§ **TASK OBJECTIVE**
Could you give back every entry below exactly, with the pictures dropped?

§ **INPUT DATA**
- - -
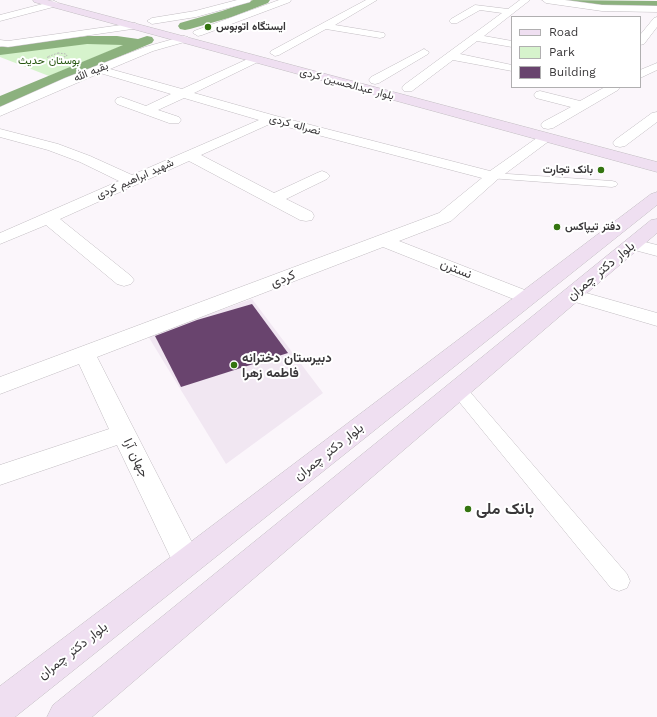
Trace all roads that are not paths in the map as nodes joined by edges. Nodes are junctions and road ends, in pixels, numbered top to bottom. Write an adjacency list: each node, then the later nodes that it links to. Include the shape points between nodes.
1 (37, 0): 10 (main road, بلوار عبدالحسین کردی)
2 (67, 0): 18 (main road, بلوار عبدالحسین کردی)
3 (224, 0): 8 (street)
4 (287, 0): 21 (street)
5 (373, 0): 20 (street)
6 (526, 0): 14 (street)
7 (546, 0): 11 (street)
8 (243, 1): 18 (street, via 196,14)
9 (652, 2): 11 (street)
10 (54, 4): 16 (street); 18 (main road, بلوار عبدالحسین کردی)
11 (600, 4): 13 (street); 15 (street)
12 (170, 8): 18 (street)
13 (657, 10)
14 (512, 14): 19 (street, via 478,7); 24 (street)
15 (592, 16)
16 (0, 18)
17 (657, 20): 23 (street)
18 (143, 21): 21 (main road, بلوار عبدالحسین کردی); 25 (main road, بلوار عبدالحسین کردی); 26 (street, via 8,44)
19 (454, 21)
20 (325, 26): 22 (street); 29 (street)
21 (198, 33): 25 (main road); 29 (main road, بلوار عبدالحسین کردی)
22 (380, 35)
23 (642, 37)
24 (476, 38): 27 (street); 30 (street)
25 (184, 39): 31 (main road, بلوار عبدالحسین کردی); 35 (street, بقیه الله, via 149,49)
26 (0, 43)
27 (511, 44)
28 (424, 52): 37 (street)
29 (275, 53): 37 (main road, بلوار عبدالحسین کردی)
30 (451, 56): 34 (street); 38 (street)
31 (256, 59): 41 (street); 52 (main road, بلوار عبدالحسین کردی)
32 (641, 65): 33 (street)
33 (655, 66): 36 (street)
34 (511, 68)
35 (99, 69): 41 (street, نصراله کردی); 46 (street, بقیه الله)
36 (641, 73)
37 (375, 80): 38 (main road, بلوار عبدالحسین کردی)
38 (408, 88): 40 (main road, بلوار عبدالحسین کردی)
39 (612, 88): 44 (street, کردی)
40 (423, 92)
41 (183, 93): 45 (street); 48 (street, نصراله کردی)
42 (540, 96): 44 (street)
43 (121, 101): 45 (street)
44 (580, 105): 52 (street, کردی)
45 (147, 110): 49 (street)
46 (0, 112)
47 (657, 116): 55 (street)
48 (271, 119): 58 (street, شهید ابراهیم کردی); 61 (street, نصراله کردی)
49 (174, 120)
50 (533, 121): 52 (main road, بلوار عبدالحسین کردی)
51 (562, 129): 52 (main road, بلوار عبدالحسین کردی)
52 (547, 131): 57 (main road, بلوار عبدالحسین کردی); 61 (street, کردی)
53 (0, 133): 62 (street, via 85,158)
54 (606, 140): 55 (main road)
55 (620, 144): 56 (main road); 57 (main road, via 625,149 622,152)
56 (635, 148)
57 (609, 154): 59 (main road, بلوار عبدالحسین کردی)
58 (189, 155): 62 (street, شهید ابراهیم کردی); 65 (street)
59 (657, 167)
60 (322, 176): 65 (street)
61 (493, 176): 63 (lane); 70 (street, کردی, via 445,217)
62 (132, 181): 67 (street, شهید ابراهیم کردی)
63 (612, 184)
64 (657, 197): 74 (main road, بلوار دکتر چمران)
65 (274, 199): 66 (street)
66 (306, 216)
67 (48, 218): 69 (street, شهید ابراهیم کردی); 72 (street)
68 (657, 224): 71 (main road, بلوار دکتر چمران)
69 (0, 239)
70 (384, 241): 74 (street, نسترن); 76 (street, کردی)
71 (645, 247): 73 (main road, بلوار دکتر چمران)
72 (124, 280)
73 (572, 295): 75 (street); 78 (main road, بلوار دکتر چمران)
74 (528, 298): 81 (main road, بلوار دکتر چمران)
75 (657, 320)
76 (85, 354): 77 (street, کردی); 79 (street, جهان آرا)
77 (0, 386)
78 (458, 389): 82 (lane); 84 (main road, بلوار دکتر چمران)
79 (124, 433): 80 (street); 81 (street, جهان آرا)
80 (0, 475)
81 (187, 562): 83 (main road, بلوار دکتر چمران)
82 (619, 581)
83 (0, 707)
84 (65, 717)

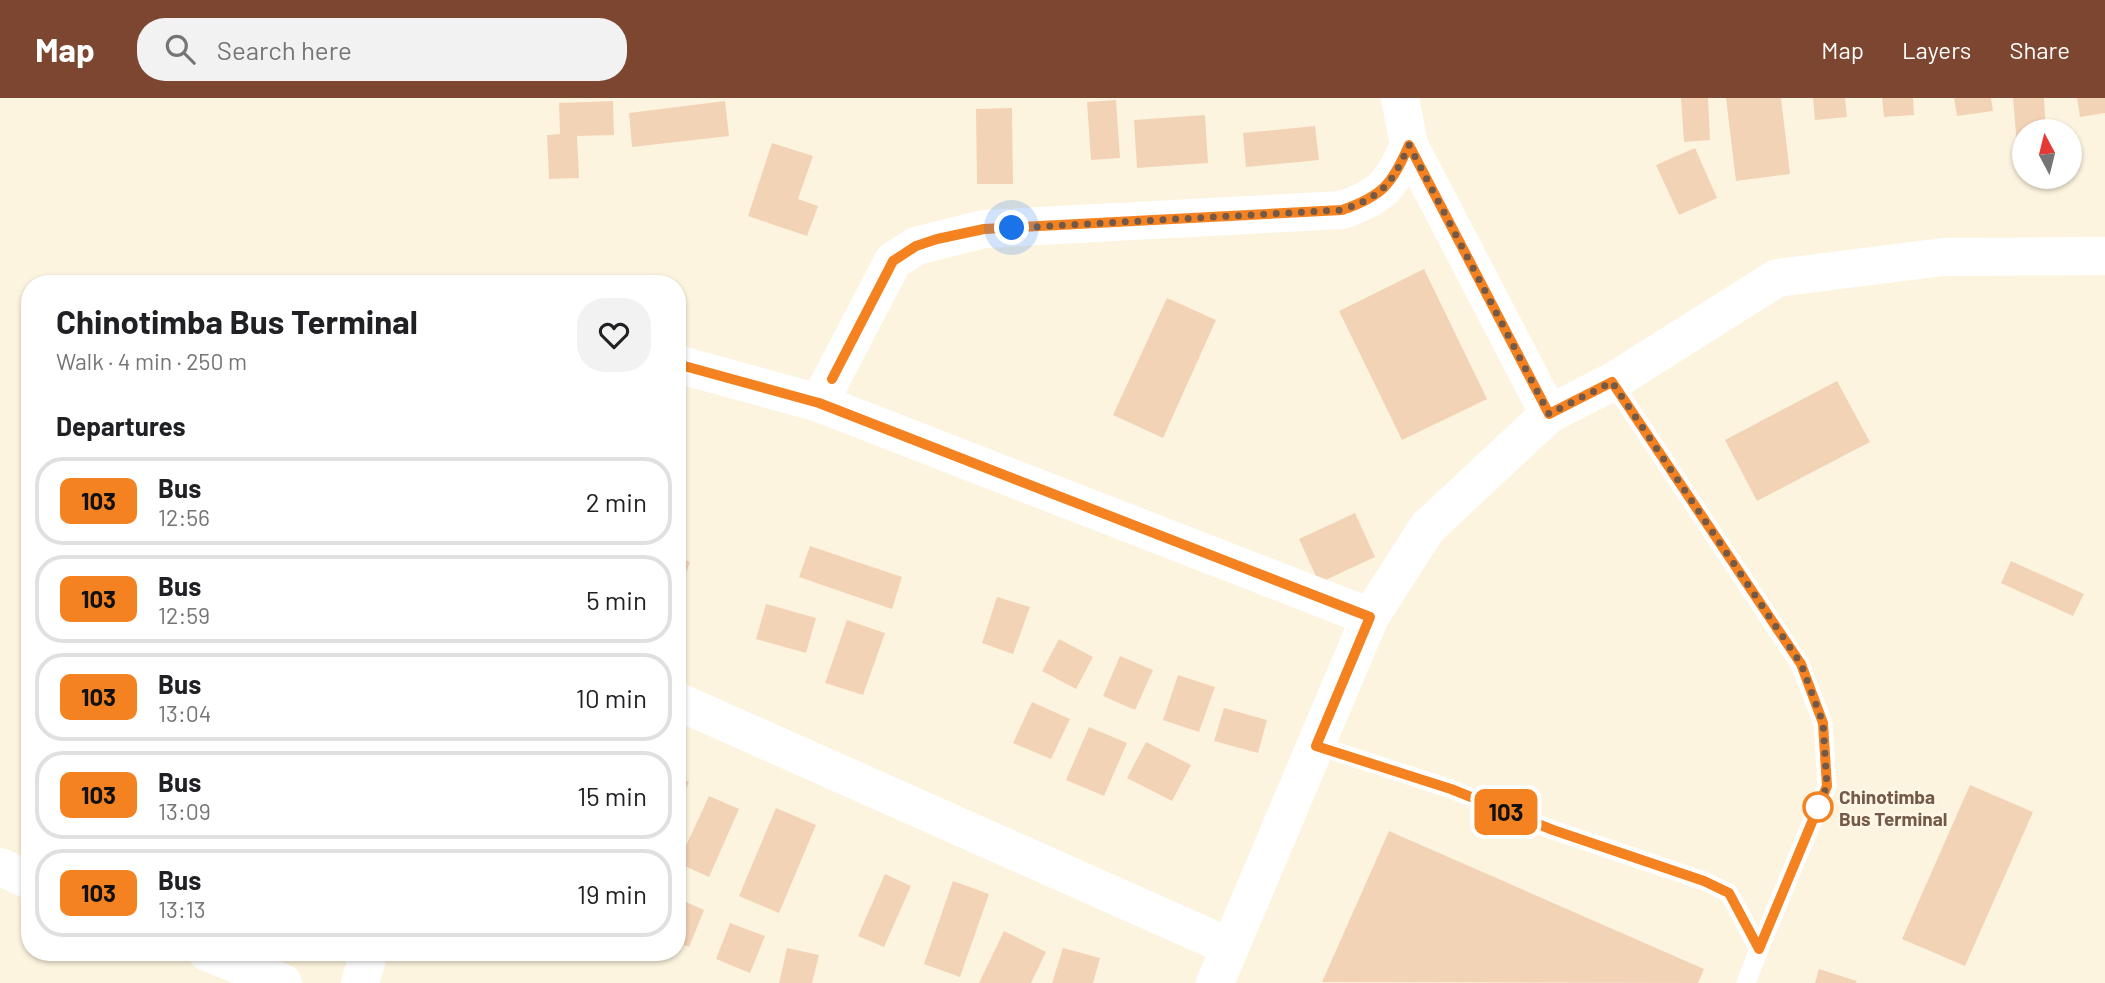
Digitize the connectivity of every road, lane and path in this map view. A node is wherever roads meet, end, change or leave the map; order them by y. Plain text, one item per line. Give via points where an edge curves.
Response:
1 (1400, 98) edge
2 (1409, 145) junction
3 (2105, 256) edge
4 (686, 366) edge
5 (1612, 382) junction
6 (819, 403) junction
7 (1549, 414) junction
8 (1370, 617) junction
9 (686, 705) edge
10 (1316, 746) junction
11 (0, 867) edge
12 (21, 876) edge
13 (1230, 947) junction
14 (1759, 949) junction
15 (229, 961) edge
16 (366, 961) edge
17 (283, 983) edge
18 (360, 983) edge
19 (1216, 983) edge
20 (1746, 983) edge

1 - 2 street
2 - 6 street via 1394,180 1371,200 1342,210 984,229 916,246 893,261
2 - 7 street
3 - 5 street via 1943,257 1777,278
4 - 6 street
5 - 7 street
5 - 14 lane via 1801,664 1823,723 1827,786
6 - 8 street
7 - 8 street via 1427,528
8 - 10 street
9 - 13 street
10 - 13 street
10 - 14 lane via 1451,789 1553,830 1704,881 1729,893
11 - 12 street
13 - 19 street
14 - 20 lane
15 - 17 street
16 - 18 street

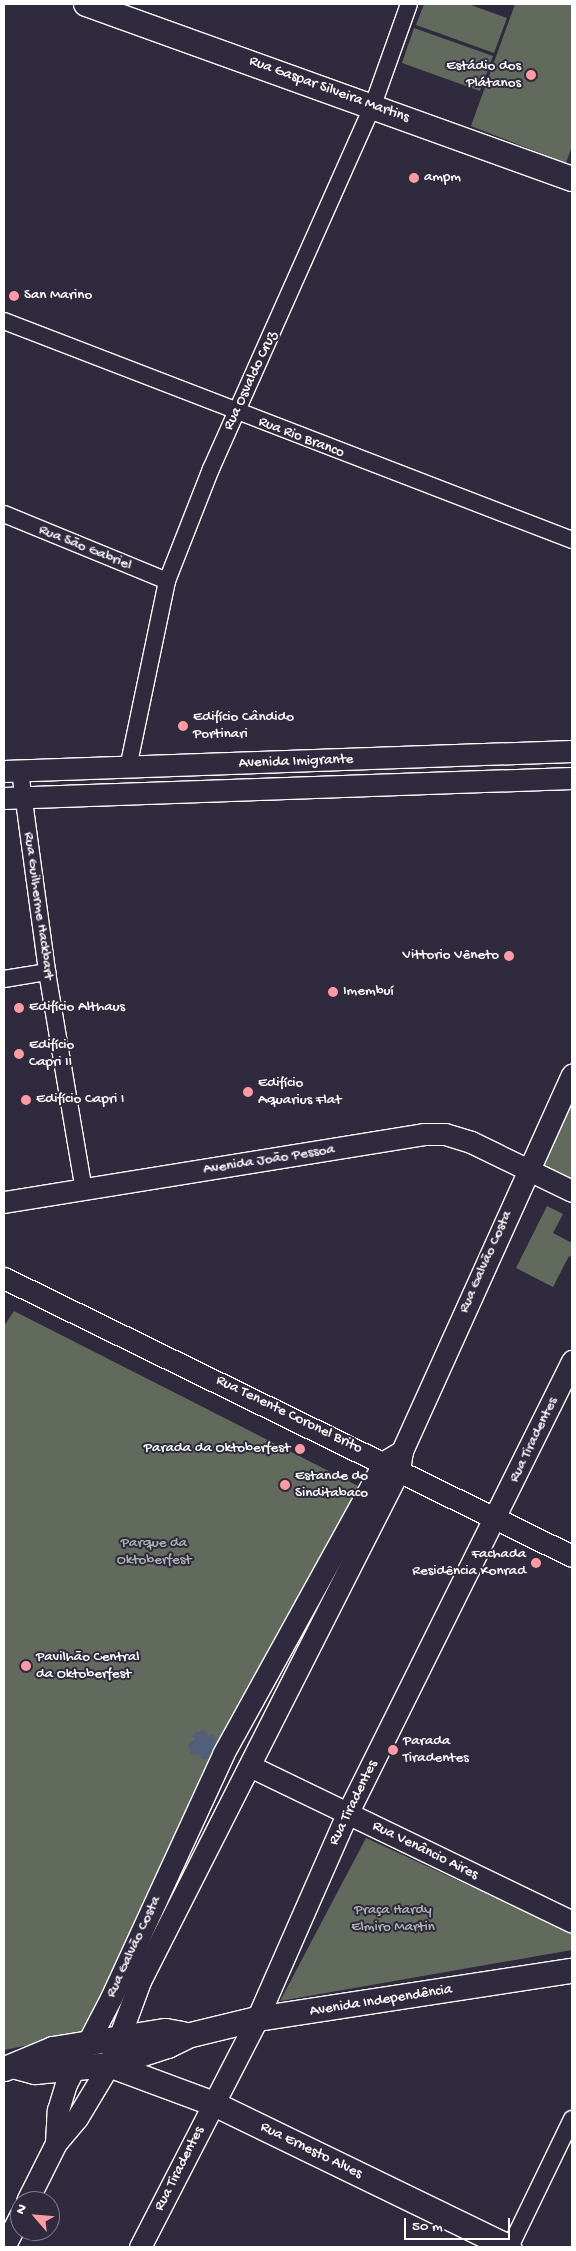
- - -
§ **THE ANSWER**
Trace all roads that are not paths in the map as nodes joined by edges. Nodes are junctions and road ends, in pixels, numbered top to bottom. Write an adjacency list: each node, then the later nodes that it links to. Include the shape points between nodes.
1 (37, 0): 10 (main road, بلوار عبدالحسین کردی)
2 (67, 0): 18 (main road, بلوار عبدالحسین کردی)
3 (224, 0): 8 (street)
4 (287, 0): 21 (street)
5 (373, 0): 20 (street)
6 (526, 0): 14 (street)
7 (546, 0): 11 (street)
8 (243, 1): 18 (street, via 196,14)
9 (652, 2): 11 (street)
10 (54, 4): 16 (street); 18 (main road, بلوار عبدالحسین کردی)
11 (600, 4): 13 (street); 15 (street)
12 (170, 8): 18 (street)
13 (657, 10)
14 (512, 14): 19 (street, via 478,7); 24 (street)
15 (592, 16)
16 (0, 18)
17 (657, 20): 23 (street)
18 (143, 21): 21 (main road, بلوار عبدالحسین کردی); 25 (main road, بلوار عبدالحسین کردی); 26 (street, via 8,44)
19 (454, 21)
20 (325, 26): 22 (street); 29 (street)
21 (198, 33): 25 (main road); 29 (main road, بلوار عبدالحسین کردی)
22 (380, 35)
23 (642, 37)
24 (476, 38): 27 (street); 30 (street)
25 (184, 39): 31 (main road, بلوار عبدالحسین کردی); 35 (street, بقیه الله, via 149,49)
26 (0, 43)
27 (511, 44)
28 (424, 52): 37 (street)
29 (275, 53): 37 (main road, بلوار عبدالحسین کردی)
30 (451, 56): 34 (street); 38 (street)
31 (256, 59): 41 (street); 52 (main road, بلوار عبدالحسین کردی)
32 (641, 65): 33 (street)
33 (655, 66): 36 (street)
34 (511, 68)
35 (99, 69): 41 (street, نصراله کردی); 46 (street, بقیه الله)
36 (641, 73)
37 (375, 80): 38 (main road, بلوار عبدالحسین کردی)
38 (408, 88): 40 (main road, بلوار عبدالحسین کردی)
39 (612, 88): 44 (street, کردی)
40 (423, 92)
41 (183, 93): 45 (street); 48 (street, نصراله کردی)
42 (540, 96): 44 (street)
43 (121, 101): 45 (street)
44 (580, 105): 52 (street, کردی)
45 (147, 110): 49 (street)
46 (0, 112)
47 (657, 116): 55 (street)
48 (271, 119): 58 (street, شهید ابراهیم کردی); 61 (street, نصراله کردی)
49 (174, 120)
50 (533, 121): 52 (main road, بلوار عبدالحسین کردی)
51 (562, 129): 52 (main road, بلوار عبدالحسین کردی)
52 (547, 131): 57 (main road, بلوار عبدالحسین کردی); 61 (street, کردی)
53 (0, 133): 62 (street, via 85,158)
54 (606, 140): 55 (main road)
55 (620, 144): 56 (main road); 57 (main road, via 625,149 622,152)
56 (635, 148)
57 (609, 154): 59 (main road, بلوار عبدالحسین کردی)
58 (189, 155): 62 (street, شهید ابراهیم کردی); 65 (street)
59 (657, 167)
60 (322, 176): 65 (street)
61 (493, 176): 63 (lane); 70 (street, کردی, via 445,217)
62 (132, 181): 67 (street, شهید ابراهیم کردی)
63 (612, 184)
64 (657, 197): 74 (main road, بلوار دکتر چمران)
65 (274, 199): 66 (street)
66 (306, 216)
67 (48, 218): 69 (street, شهید ابراهیم کردی); 72 (street)
68 (657, 224): 71 (main road, بلوار دکتر چمران)
69 (0, 239)
70 (384, 241): 74 (street, نسترن); 76 (street, کردی)
71 (645, 247): 73 (main road, بلوار دکتر چمران)
72 (124, 280)
73 (572, 295): 75 (street); 78 (main road, بلوار دکتر چمران)
74 (528, 298): 81 (main road, بلوار دکتر چمران)
75 (657, 320)
76 (85, 354): 77 (street, کردی); 79 (street, جهان آرا)
77 (0, 386)
78 (458, 389): 82 (lane); 84 (main road, بلوار دکتر چمران)
79 (124, 433): 80 (street); 81 (street, جهان آرا)
80 (0, 475)
81 (187, 562): 83 (main road, بلوار دکتر چمران)
82 (619, 581)
83 (0, 707)
84 (65, 717)

Digitize the connectivity of every road, lane and path in this map view. A node is wherever roads meet, end, change or leave the map; order them by y. Plain text, one item per line. Give via points where an edge curves.
Response:
1 (1400, 98) edge
2 (1409, 145) junction
3 (2105, 256) edge
4 (686, 366) edge
5 (1612, 382) junction
6 (819, 403) junction
7 (1549, 414) junction
8 (1370, 617) junction
9 (686, 705) edge
10 (1316, 746) junction
11 (0, 867) edge
12 (21, 876) edge
13 (1230, 947) junction
14 (1759, 949) junction
15 (229, 961) edge
16 (366, 961) edge
17 (283, 983) edge
18 (360, 983) edge
19 (1216, 983) edge
20 (1746, 983) edge

1 - 2 street
2 - 6 street via 1394,180 1371,200 1342,210 984,229 916,246 893,261
2 - 7 street
3 - 5 street via 1943,257 1777,278
4 - 6 street
5 - 7 street
5 - 14 lane via 1801,664 1823,723 1827,786
6 - 8 street
7 - 8 street via 1427,528
8 - 10 street
9 - 13 street
10 - 13 street
10 - 14 lane via 1451,789 1553,830 1704,881 1729,893
11 - 12 street
13 - 19 street
14 - 20 lane
15 - 17 street
16 - 18 street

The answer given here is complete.